___ Data records ___
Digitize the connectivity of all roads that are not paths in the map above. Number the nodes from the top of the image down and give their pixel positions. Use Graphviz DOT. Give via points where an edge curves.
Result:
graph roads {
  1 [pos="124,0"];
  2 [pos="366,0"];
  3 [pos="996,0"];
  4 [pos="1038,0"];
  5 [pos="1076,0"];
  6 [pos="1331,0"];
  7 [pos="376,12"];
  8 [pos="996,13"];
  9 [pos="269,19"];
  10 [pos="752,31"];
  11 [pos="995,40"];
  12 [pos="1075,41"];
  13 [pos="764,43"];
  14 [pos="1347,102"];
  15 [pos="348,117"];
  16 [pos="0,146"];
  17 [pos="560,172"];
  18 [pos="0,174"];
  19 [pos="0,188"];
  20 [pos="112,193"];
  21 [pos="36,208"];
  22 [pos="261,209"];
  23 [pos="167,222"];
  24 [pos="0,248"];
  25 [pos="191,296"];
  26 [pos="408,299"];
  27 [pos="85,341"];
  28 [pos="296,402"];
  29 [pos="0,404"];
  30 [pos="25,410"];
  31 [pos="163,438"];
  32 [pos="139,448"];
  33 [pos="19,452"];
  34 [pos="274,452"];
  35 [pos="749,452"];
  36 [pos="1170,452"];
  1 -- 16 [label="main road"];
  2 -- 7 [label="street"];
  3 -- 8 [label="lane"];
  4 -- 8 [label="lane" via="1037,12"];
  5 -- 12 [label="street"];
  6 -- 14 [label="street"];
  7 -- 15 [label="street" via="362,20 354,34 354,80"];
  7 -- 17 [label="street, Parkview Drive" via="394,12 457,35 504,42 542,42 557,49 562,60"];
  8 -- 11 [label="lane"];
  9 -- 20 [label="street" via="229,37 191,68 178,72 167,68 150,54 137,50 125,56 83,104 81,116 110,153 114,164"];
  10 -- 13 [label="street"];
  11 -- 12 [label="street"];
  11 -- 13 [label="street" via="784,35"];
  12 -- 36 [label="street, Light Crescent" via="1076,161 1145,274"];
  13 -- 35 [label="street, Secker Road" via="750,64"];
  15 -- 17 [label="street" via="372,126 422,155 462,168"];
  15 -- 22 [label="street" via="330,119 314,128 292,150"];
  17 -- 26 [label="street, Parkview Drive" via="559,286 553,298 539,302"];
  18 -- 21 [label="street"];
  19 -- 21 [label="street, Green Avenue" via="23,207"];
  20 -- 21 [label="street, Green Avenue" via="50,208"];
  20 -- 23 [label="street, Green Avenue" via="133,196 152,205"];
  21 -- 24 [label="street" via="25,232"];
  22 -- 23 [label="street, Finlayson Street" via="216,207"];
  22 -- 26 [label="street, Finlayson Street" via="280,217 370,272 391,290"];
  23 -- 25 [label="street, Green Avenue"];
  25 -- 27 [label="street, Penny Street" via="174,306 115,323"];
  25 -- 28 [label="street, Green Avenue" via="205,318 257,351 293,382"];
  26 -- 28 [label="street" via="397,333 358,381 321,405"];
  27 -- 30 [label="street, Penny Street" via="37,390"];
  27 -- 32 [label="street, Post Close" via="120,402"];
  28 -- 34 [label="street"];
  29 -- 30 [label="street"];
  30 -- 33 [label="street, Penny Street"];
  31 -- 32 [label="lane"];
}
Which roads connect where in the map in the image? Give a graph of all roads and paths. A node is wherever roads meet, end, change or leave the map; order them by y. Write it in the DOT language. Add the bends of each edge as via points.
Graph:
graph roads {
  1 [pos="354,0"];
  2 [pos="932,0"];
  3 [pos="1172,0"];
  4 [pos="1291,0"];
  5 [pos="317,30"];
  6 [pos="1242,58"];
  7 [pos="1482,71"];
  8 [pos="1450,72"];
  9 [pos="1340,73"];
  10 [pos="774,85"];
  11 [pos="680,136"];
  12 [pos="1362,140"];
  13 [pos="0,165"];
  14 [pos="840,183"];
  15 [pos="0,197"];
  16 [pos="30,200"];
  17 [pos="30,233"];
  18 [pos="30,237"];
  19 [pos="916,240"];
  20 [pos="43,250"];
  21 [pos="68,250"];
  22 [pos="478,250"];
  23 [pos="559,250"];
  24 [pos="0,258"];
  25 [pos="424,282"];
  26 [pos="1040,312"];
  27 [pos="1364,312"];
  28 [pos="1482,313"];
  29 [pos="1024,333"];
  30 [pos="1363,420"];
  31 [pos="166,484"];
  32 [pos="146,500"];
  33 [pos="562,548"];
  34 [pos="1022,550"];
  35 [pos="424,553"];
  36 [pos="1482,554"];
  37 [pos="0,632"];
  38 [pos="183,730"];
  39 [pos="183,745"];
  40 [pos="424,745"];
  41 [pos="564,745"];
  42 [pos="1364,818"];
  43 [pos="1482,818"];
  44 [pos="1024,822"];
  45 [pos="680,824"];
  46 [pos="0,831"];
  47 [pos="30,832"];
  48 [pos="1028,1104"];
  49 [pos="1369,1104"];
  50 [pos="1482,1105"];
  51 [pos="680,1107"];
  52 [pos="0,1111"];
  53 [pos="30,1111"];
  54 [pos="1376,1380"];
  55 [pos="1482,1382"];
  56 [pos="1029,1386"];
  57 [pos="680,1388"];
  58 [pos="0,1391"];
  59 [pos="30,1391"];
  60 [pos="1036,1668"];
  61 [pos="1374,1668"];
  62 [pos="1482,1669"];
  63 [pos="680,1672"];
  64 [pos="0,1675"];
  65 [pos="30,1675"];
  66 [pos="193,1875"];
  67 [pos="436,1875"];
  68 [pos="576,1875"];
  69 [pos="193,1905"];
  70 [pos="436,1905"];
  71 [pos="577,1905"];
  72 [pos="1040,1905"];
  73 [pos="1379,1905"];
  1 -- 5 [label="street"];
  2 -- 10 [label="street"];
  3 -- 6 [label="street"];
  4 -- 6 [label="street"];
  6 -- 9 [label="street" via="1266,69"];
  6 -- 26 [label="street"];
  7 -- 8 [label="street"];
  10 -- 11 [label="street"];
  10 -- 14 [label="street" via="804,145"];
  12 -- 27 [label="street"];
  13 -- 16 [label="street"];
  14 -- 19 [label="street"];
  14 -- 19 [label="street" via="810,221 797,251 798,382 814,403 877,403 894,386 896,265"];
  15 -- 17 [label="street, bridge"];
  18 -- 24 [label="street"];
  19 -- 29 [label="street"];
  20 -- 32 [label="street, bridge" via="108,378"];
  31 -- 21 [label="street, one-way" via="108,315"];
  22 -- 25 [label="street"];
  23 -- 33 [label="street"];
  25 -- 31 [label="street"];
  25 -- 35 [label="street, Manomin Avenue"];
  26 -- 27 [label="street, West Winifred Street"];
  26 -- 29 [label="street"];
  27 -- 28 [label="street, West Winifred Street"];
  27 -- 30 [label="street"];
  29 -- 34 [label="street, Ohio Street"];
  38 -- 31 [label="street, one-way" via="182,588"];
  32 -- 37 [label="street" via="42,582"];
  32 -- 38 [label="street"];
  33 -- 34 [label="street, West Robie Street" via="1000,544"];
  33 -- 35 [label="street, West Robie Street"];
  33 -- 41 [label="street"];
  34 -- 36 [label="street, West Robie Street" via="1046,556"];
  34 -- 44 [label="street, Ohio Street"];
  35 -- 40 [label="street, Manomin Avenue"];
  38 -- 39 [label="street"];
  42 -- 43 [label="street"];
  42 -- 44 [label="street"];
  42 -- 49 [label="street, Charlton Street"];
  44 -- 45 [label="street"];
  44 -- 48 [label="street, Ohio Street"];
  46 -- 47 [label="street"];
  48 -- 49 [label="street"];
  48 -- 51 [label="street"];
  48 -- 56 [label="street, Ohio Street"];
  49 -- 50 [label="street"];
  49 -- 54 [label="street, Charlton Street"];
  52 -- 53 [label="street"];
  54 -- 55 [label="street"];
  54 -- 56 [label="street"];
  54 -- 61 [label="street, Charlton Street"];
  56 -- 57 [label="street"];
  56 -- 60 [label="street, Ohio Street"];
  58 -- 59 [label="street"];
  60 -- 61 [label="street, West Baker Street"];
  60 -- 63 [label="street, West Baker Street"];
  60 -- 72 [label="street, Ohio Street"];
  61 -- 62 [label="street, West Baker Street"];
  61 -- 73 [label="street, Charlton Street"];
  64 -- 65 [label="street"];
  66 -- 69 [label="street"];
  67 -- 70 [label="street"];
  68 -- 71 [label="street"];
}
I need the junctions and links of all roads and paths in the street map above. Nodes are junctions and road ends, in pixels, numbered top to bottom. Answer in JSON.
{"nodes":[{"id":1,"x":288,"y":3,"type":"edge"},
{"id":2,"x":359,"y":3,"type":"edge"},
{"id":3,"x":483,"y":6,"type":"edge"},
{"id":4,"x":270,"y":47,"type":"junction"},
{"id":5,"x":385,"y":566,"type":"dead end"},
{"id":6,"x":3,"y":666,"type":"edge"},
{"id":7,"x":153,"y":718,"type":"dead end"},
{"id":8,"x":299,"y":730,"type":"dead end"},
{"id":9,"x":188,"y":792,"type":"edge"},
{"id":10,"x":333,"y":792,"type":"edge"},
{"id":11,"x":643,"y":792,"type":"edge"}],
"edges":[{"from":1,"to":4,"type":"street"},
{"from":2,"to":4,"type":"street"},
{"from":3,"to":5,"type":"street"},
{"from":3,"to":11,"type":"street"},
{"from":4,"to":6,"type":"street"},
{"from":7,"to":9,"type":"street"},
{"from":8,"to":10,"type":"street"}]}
___
▶ Task item
Using the listing above, report each line that mentions the word "Penny".

▶ Completed task
  25 -- 27 [label="street, Penny Street" via="174,306 115,323"];
  27 -- 30 [label="street, Penny Street" via="37,390"];
  30 -- 33 [label="street, Penny Street"];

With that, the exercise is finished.